Dreaming of dollars when what’s needed is more sense

Inman News

Hot real estate markets can mean high home prices, and that’s great for home sellers. But all sellers will not benefit equally. Also, extreme markets can be risky.

Here’s what to watch out for:

Don’t assume that you will receive a huge price for your home. The media tend to report the excesses in the marketplace. You’ll see a listing that sold after 35 offers were made or one that sold for hundreds of thousands of dollars over the asking price. You’re not likely to find reports about the listings that sold with only one offer. Yet many homes sell this way.

Even if you do get a flurry of high offers, you could end up selling for a much lower price. The number of failed transactions usually climbs during a sizzling market. For example, a home recently sold in the Oakland Hills in Northern California for considerably more than the listing price. The offer that was accepted was $100,000 higher than the next-best offer. Within a day, that buyer backed out. The seller’s euphoria waned when $100,000 of profit evaporated overnight.

In frenzied markets, buyers feel pressured to push their bids higher to be competitive. It’s not uncommon for buyers to break through their financial comfort zone in the peak of a multiple-offer contest. After more sober consideration, some of these buyers realize they made a mistake and withdraw from the contract.

Sellers in this situation wonder whether they’re entitled to keep the buyers’ good-faith deposit money. You’d need to consult an attorney for the answer. If the purchase contract includes an inspection contingency, the buyers may be able to back out without penalty, depending on how the contingency is written.

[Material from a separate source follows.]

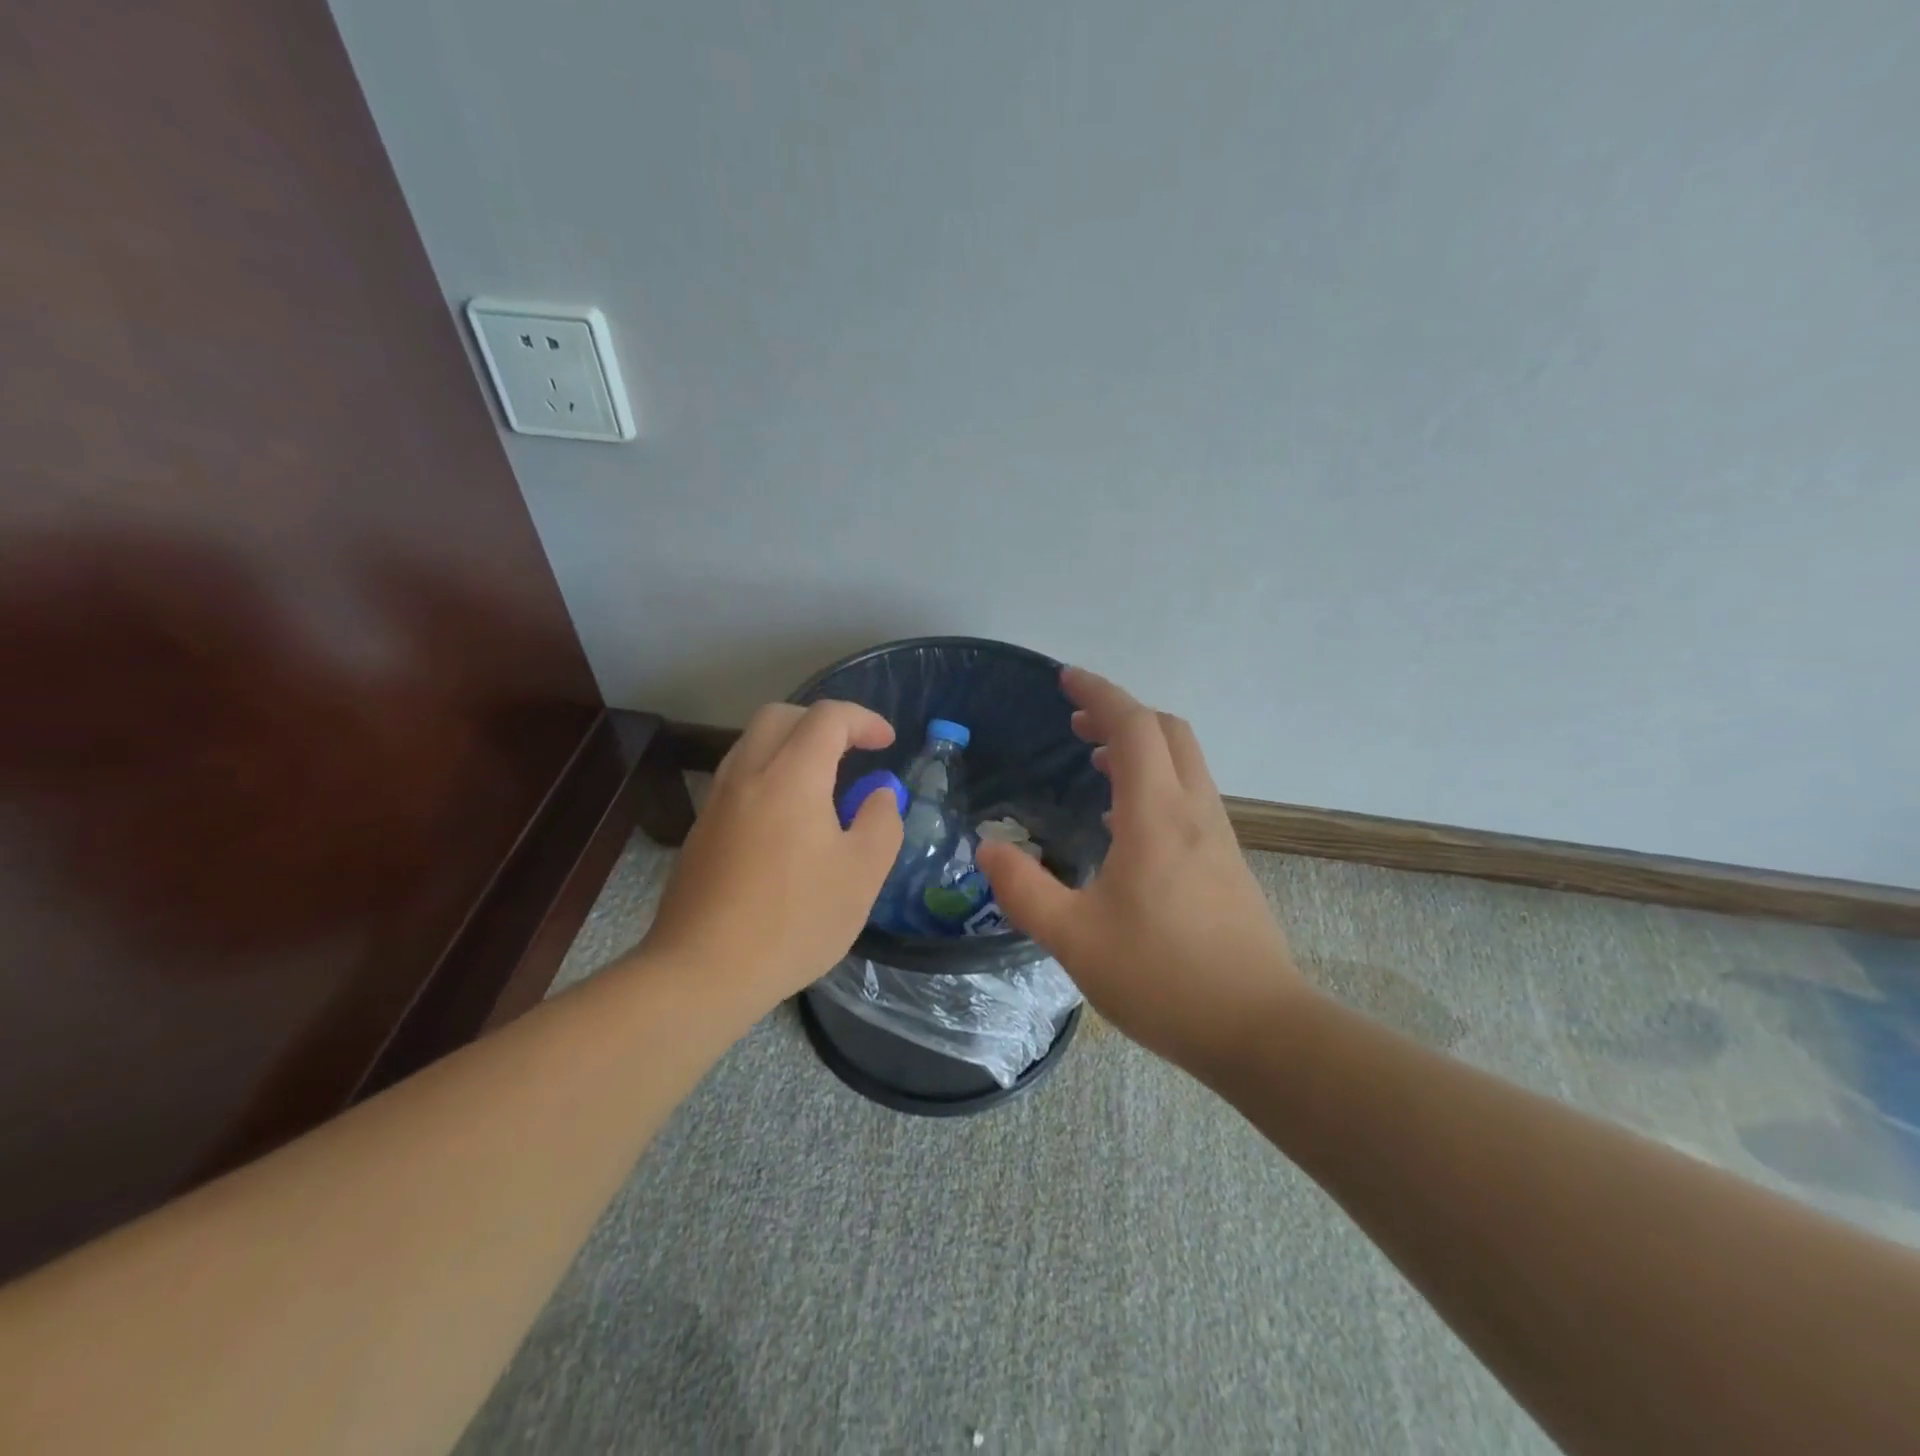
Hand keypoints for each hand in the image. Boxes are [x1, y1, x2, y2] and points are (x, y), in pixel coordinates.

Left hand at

Before you count on the proceeds from your sale, make sure that the buyers have removed their inspection contingency. Buyers who are particularly generous at the offer stage could end up settling the score a bit by asking the sellers to repair defects found during their inspections.

Beware of offers made without contingencies. This may seem like a seller’s dream. However, no-contingency offers can lead to trouble, especially when the buyers don’t understand what they’re getting themselves into.

For example, if the contract doesn’t have an appraisal contingency and the property appraises for less than the purchase price, the lender might not be willing to give the buyer enough money to close the sale. If the buyer has enough cash to make up the difference between the purchase price and the appraised value, and he’s willing to do so, the sale can close. But if the buyer is short of cash, you may have to reduce the purchase price to keep the deal together.

Letting a buyer purchase your home without the benefit of an inspection contingency can be very risky, particularly if there were no presale inspection reports for the buyer to review before making an offer. What happens if the buyer finds significant defects in the property soon after closing? That is another legal question for a knowledgeable real estate attorney. The seller could have liability, or face an unpleasant legal hassle after closing. It’s best to counter an offer that does not include an inspection contingency to provide the buyer an opportunity to inspect.

You can minimize your risk somewhat by providing presale inspection reports. But these shouldn’t be a substitute for a buyer’s inspection.

Dian Hymer is a syndicated columnist and the author of “House Hunting: The Take-Along Workbook for Home Buyers.”